Task instructions = Each line below is to be copied out exactly, and none may be omitted.

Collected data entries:
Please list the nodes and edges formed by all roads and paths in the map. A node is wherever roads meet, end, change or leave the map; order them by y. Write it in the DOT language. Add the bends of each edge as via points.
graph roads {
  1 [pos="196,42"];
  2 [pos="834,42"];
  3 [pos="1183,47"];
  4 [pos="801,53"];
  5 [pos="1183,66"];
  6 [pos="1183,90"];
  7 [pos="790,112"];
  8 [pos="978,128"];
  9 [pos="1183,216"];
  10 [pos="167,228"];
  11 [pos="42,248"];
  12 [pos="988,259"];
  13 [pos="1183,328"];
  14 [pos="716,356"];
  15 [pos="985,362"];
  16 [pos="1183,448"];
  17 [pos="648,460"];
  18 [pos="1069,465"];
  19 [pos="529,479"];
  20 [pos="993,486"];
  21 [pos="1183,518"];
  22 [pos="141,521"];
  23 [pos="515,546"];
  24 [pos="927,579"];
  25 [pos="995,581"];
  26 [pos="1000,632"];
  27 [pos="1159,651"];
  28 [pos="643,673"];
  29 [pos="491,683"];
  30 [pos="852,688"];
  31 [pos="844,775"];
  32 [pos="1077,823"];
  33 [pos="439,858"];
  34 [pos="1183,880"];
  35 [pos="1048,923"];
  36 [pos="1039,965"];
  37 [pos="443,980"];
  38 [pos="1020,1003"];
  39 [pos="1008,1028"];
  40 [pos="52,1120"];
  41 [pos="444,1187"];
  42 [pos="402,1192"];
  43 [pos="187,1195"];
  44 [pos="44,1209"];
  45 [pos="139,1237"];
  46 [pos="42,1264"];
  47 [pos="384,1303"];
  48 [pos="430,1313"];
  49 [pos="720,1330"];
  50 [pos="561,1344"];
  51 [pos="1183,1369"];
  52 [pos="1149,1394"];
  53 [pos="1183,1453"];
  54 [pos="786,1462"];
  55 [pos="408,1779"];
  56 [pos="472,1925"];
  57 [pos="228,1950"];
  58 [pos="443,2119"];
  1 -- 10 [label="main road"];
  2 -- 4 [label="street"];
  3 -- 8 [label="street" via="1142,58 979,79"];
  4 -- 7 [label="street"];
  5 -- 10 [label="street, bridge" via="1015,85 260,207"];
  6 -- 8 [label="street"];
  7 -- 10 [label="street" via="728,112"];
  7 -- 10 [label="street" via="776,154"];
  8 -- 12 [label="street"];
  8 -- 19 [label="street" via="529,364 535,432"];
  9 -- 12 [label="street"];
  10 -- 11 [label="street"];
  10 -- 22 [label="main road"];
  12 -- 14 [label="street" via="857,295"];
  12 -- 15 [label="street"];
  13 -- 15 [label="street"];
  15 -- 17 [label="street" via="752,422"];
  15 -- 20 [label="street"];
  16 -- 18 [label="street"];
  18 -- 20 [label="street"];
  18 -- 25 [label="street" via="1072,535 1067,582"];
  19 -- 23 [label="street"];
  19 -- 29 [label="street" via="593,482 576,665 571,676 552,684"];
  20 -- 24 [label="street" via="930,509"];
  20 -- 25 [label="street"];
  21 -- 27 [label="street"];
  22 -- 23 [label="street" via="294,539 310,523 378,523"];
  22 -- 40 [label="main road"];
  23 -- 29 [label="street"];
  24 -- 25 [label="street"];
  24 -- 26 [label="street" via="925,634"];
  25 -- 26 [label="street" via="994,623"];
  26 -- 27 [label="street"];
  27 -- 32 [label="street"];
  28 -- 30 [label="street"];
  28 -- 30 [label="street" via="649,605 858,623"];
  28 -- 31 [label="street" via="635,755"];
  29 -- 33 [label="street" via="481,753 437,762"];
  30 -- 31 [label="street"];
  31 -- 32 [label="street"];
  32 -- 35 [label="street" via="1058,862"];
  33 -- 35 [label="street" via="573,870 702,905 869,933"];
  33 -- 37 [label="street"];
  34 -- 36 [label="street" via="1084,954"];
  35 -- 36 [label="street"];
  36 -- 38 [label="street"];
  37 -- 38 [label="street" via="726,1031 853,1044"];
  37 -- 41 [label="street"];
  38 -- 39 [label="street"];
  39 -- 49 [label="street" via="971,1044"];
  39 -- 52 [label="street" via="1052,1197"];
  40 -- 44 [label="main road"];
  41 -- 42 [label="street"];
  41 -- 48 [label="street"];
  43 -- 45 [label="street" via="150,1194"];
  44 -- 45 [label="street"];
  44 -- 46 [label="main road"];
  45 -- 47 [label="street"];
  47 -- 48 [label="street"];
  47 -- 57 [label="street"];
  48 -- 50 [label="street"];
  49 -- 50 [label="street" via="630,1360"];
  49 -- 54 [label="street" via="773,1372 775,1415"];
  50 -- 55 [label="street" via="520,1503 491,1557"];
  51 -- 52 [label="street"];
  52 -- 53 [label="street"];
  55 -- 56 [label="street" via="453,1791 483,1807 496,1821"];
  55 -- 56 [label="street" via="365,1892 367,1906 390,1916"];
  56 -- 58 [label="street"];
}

Answer box =
Please list the nodes and edges formed by all roads and paths in the map. A node is wherever roads meet, end, change or leave the map; order them by y. Write it in the DOT language. Add the bends of each edge as via points.
graph roads {
  1 [pos="196,42"];
  2 [pos="834,42"];
  3 [pos="1183,47"];
  4 [pos="801,53"];
  5 [pos="1183,66"];
  6 [pos="1183,90"];
  7 [pos="790,112"];
  8 [pos="978,128"];
  9 [pos="1183,216"];
  10 [pos="167,228"];
  11 [pos="42,248"];
  12 [pos="988,259"];
  13 [pos="1183,328"];
  14 [pos="716,356"];
  15 [pos="985,362"];
  16 [pos="1183,448"];
  17 [pos="648,460"];
  18 [pos="1069,465"];
  19 [pos="529,479"];
  20 [pos="993,486"];
  21 [pos="1183,518"];
  22 [pos="141,521"];
  23 [pos="515,546"];
  24 [pos="927,579"];
  25 [pos="995,581"];
  26 [pos="1000,632"];
  27 [pos="1159,651"];
  28 [pos="643,673"];
  29 [pos="491,683"];
  30 [pos="852,688"];
  31 [pos="844,775"];
  32 [pos="1077,823"];
  33 [pos="439,858"];
  34 [pos="1183,880"];
  35 [pos="1048,923"];
  36 [pos="1039,965"];
  37 [pos="443,980"];
  38 [pos="1020,1003"];
  39 [pos="1008,1028"];
  40 [pos="52,1120"];
  41 [pos="444,1187"];
  42 [pos="402,1192"];
  43 [pos="187,1195"];
  44 [pos="44,1209"];
  45 [pos="139,1237"];
  46 [pos="42,1264"];
  47 [pos="384,1303"];
  48 [pos="430,1313"];
  49 [pos="720,1330"];
  50 [pos="561,1344"];
  51 [pos="1183,1369"];
  52 [pos="1149,1394"];
  53 [pos="1183,1453"];
  54 [pos="786,1462"];
  55 [pos="408,1779"];
  56 [pos="472,1925"];
  57 [pos="228,1950"];
  58 [pos="443,2119"];
  1 -- 10 [label="main road"];
  2 -- 4 [label="street"];
  3 -- 8 [label="street" via="1142,58 979,79"];
  4 -- 7 [label="street"];
  5 -- 10 [label="street, bridge" via="1015,85 260,207"];
  6 -- 8 [label="street"];
  7 -- 10 [label="street" via="728,112"];
  7 -- 10 [label="street" via="776,154"];
  8 -- 12 [label="street"];
  8 -- 19 [label="street" via="529,364 535,432"];
  9 -- 12 [label="street"];
  10 -- 11 [label="street"];
  10 -- 22 [label="main road"];
  12 -- 14 [label="street" via="857,295"];
  12 -- 15 [label="street"];
  13 -- 15 [label="street"];
  15 -- 17 [label="street" via="752,422"];
  15 -- 20 [label="street"];
  16 -- 18 [label="street"];
  18 -- 20 [label="street"];
  18 -- 25 [label="street" via="1072,535 1067,582"];
  19 -- 23 [label="street"];
  19 -- 29 [label="street" via="593,482 576,665 571,676 552,684"];
  20 -- 24 [label="street" via="930,509"];
  20 -- 25 [label="street"];
  21 -- 27 [label="street"];
  22 -- 23 [label="street" via="294,539 310,523 378,523"];
  22 -- 40 [label="main road"];
  23 -- 29 [label="street"];
  24 -- 25 [label="street"];
  24 -- 26 [label="street" via="925,634"];
  25 -- 26 [label="street" via="994,623"];
  26 -- 27 [label="street"];
  27 -- 32 [label="street"];
  28 -- 30 [label="street"];
  28 -- 30 [label="street" via="649,605 858,623"];
  28 -- 31 [label="street" via="635,755"];
  29 -- 33 [label="street" via="481,753 437,762"];
  30 -- 31 [label="street"];
  31 -- 32 [label="street"];
  32 -- 35 [label="street" via="1058,862"];
  33 -- 35 [label="street" via="573,870 702,905 869,933"];
  33 -- 37 [label="street"];
  34 -- 36 [label="street" via="1084,954"];
  35 -- 36 [label="street"];
  36 -- 38 [label="street"];
  37 -- 38 [label="street" via="726,1031 853,1044"];
  37 -- 41 [label="street"];
  38 -- 39 [label="street"];
  39 -- 49 [label="street" via="971,1044"];
  39 -- 52 [label="street" via="1052,1197"];
  40 -- 44 [label="main road"];
  41 -- 42 [label="street"];
  41 -- 48 [label="street"];
  43 -- 45 [label="street" via="150,1194"];
  44 -- 45 [label="street"];
  44 -- 46 [label="main road"];
  45 -- 47 [label="street"];
  47 -- 48 [label="street"];
  47 -- 57 [label="street"];
  48 -- 50 [label="street"];
  49 -- 50 [label="street" via="630,1360"];
  49 -- 54 [label="street" via="773,1372 775,1415"];
  50 -- 55 [label="street" via="520,1503 491,1557"];
  51 -- 52 [label="street"];
  52 -- 53 [label="street"];
  55 -- 56 [label="street" via="453,1791 483,1807 496,1821"];
  55 -- 56 [label="street" via="365,1892 367,1906 390,1916"];
  56 -- 58 [label="street"];
}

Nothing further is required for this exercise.